◆ ACTION ITEM: From the entries, copy each line that includes "sizing".

══ RECORDS SUPPLIED

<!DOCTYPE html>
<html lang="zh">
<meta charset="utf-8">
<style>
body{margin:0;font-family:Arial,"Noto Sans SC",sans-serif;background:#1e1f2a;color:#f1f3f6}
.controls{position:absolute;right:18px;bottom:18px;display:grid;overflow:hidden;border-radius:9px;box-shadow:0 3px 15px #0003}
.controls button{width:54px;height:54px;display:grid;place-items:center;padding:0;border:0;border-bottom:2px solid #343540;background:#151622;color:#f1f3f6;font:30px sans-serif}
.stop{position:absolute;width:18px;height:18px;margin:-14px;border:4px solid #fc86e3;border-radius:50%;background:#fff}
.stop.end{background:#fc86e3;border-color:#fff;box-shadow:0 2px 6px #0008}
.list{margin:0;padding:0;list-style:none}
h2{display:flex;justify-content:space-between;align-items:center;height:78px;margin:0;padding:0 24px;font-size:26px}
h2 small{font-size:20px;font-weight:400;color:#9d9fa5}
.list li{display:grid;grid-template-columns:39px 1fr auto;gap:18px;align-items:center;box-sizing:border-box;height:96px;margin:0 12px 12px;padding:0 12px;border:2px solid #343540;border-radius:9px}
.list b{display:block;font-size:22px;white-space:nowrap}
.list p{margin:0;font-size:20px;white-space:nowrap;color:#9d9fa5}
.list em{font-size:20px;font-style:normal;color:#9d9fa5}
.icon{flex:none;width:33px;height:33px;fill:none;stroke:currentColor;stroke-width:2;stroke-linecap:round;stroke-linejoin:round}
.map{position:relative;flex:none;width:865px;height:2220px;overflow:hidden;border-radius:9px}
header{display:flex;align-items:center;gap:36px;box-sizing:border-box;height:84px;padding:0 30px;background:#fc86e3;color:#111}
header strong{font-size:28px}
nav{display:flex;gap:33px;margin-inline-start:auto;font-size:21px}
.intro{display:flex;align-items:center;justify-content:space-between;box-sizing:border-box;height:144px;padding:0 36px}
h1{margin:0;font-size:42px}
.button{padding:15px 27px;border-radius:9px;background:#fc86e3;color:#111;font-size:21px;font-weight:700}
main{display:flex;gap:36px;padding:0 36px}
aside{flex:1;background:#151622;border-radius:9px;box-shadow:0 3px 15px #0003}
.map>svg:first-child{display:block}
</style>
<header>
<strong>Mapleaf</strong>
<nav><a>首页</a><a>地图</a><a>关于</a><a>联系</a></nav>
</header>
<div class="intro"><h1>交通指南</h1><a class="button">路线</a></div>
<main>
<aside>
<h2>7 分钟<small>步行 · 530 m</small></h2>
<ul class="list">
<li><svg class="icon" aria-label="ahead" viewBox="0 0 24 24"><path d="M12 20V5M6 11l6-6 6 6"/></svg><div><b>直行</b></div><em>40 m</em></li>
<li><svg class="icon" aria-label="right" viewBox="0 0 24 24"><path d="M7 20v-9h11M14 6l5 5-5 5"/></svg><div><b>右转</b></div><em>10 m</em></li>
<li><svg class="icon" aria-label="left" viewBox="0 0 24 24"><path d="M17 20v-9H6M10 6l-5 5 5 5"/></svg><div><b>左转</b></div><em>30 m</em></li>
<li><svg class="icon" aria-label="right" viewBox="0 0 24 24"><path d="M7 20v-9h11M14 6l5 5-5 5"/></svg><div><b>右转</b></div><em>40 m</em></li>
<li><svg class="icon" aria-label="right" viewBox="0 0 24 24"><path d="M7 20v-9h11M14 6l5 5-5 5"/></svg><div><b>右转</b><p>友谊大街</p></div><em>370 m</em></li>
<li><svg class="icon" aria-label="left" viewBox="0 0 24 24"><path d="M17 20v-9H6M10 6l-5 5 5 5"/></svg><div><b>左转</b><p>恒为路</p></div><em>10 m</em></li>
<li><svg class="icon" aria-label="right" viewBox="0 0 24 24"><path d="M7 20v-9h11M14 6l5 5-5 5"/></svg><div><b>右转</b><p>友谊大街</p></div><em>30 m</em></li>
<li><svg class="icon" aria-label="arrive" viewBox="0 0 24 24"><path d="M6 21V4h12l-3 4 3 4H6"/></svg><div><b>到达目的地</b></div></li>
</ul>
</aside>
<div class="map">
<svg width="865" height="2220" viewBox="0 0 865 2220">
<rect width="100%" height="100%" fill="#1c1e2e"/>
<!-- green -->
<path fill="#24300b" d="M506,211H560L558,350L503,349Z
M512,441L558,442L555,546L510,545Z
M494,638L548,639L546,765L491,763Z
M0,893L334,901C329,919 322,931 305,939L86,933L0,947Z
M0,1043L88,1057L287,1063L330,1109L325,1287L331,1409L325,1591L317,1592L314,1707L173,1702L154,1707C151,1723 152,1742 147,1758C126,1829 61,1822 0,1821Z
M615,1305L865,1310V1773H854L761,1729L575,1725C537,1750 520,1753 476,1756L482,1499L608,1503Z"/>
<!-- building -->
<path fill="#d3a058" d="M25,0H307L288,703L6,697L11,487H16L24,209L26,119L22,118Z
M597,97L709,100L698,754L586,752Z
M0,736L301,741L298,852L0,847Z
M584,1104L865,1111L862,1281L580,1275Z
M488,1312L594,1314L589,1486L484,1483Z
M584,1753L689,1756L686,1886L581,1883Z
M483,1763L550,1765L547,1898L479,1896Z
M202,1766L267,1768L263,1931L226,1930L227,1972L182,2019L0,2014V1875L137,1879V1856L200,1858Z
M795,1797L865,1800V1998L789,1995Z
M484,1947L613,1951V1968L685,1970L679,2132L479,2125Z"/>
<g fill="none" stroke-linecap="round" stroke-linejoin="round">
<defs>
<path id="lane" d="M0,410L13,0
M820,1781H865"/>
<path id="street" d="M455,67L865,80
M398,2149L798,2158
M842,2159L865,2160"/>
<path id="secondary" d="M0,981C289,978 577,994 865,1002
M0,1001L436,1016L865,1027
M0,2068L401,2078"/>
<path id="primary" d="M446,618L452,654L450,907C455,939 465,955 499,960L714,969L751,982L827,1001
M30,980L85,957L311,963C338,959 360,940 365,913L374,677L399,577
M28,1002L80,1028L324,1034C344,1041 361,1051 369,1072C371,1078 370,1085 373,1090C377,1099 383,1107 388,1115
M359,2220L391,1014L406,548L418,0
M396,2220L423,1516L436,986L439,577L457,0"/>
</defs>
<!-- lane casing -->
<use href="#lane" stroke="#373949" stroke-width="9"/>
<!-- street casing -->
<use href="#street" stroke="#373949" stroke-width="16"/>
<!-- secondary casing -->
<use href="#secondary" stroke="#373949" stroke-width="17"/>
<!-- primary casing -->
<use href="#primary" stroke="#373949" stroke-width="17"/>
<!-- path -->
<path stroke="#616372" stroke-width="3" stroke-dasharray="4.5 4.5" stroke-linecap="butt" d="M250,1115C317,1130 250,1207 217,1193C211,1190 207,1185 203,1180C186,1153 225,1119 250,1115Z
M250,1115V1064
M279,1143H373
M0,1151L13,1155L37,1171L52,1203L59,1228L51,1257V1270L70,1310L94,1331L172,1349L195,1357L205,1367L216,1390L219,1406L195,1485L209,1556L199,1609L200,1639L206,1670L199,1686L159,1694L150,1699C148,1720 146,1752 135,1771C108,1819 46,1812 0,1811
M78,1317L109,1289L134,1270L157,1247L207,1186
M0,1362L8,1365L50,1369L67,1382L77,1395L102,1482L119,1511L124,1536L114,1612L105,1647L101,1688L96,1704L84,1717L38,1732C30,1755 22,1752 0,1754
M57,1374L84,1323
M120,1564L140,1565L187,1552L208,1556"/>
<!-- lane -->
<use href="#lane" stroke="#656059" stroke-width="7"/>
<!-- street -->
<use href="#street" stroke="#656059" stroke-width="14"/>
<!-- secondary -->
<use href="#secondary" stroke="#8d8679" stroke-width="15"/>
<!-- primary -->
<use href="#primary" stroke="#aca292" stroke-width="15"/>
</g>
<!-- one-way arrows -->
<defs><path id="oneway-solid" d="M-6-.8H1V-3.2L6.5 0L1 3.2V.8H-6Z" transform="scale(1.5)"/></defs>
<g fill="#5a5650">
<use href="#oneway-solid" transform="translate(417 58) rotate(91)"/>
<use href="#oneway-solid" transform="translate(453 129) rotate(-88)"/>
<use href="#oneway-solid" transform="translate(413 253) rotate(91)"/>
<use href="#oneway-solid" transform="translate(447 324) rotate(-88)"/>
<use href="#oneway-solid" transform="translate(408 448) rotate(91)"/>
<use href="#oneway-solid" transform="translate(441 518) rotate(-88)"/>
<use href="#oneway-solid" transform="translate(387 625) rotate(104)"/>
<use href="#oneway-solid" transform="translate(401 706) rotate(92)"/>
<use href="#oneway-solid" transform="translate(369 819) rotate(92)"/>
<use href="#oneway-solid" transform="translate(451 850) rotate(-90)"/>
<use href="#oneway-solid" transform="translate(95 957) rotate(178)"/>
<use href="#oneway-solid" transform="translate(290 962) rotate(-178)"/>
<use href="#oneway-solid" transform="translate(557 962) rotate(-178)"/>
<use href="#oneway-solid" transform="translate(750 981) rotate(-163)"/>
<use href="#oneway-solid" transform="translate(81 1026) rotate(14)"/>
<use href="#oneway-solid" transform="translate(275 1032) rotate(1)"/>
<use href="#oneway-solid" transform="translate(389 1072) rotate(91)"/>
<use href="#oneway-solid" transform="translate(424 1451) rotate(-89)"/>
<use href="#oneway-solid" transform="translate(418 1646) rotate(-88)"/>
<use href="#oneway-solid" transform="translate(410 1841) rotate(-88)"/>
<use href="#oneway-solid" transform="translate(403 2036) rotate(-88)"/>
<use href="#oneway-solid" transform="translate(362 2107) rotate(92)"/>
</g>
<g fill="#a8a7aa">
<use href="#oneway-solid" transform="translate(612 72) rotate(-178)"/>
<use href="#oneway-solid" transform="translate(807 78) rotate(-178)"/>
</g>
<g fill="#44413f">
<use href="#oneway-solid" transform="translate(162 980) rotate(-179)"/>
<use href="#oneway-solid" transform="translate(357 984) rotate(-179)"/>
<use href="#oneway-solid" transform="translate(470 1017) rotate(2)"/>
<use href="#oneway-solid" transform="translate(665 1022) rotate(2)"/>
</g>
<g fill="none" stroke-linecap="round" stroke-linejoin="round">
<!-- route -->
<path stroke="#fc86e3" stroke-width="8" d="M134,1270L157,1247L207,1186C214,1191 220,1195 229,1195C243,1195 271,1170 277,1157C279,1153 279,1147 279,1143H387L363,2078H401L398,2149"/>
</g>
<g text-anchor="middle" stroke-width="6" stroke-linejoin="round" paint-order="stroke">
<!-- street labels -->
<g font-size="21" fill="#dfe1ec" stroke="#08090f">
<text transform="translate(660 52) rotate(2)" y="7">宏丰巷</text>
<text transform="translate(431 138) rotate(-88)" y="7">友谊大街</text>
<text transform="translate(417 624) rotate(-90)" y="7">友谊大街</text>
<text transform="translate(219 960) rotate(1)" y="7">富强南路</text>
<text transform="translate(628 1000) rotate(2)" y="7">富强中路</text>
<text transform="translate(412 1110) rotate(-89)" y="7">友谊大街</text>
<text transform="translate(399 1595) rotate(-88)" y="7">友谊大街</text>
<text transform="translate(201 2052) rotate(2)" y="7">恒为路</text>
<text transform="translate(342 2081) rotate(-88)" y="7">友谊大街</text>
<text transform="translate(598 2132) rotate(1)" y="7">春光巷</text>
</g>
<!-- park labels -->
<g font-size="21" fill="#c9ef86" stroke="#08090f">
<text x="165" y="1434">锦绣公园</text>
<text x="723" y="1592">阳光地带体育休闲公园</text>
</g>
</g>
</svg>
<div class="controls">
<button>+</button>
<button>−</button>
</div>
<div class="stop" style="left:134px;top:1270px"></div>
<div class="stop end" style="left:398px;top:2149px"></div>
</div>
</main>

════

◆ EXERCISE ANSWER:
.list li{display:grid;grid-template-columns:39px 1fr auto;gap:18px;align-items:center;box-sizing:border-box;height:96px;margin:0 12px 12px;padding:0 12px;border:2px solid #343540;border-radius:9px}
header{display:flex;align-items:center;gap:36px;box-sizing:border-box;height:84px;padding:0 30px;background:#fc86e3;color:#111}
.intro{display:flex;align-items:center;justify-content:space-between;box-sizing:border-box;height:144px;padding:0 36px}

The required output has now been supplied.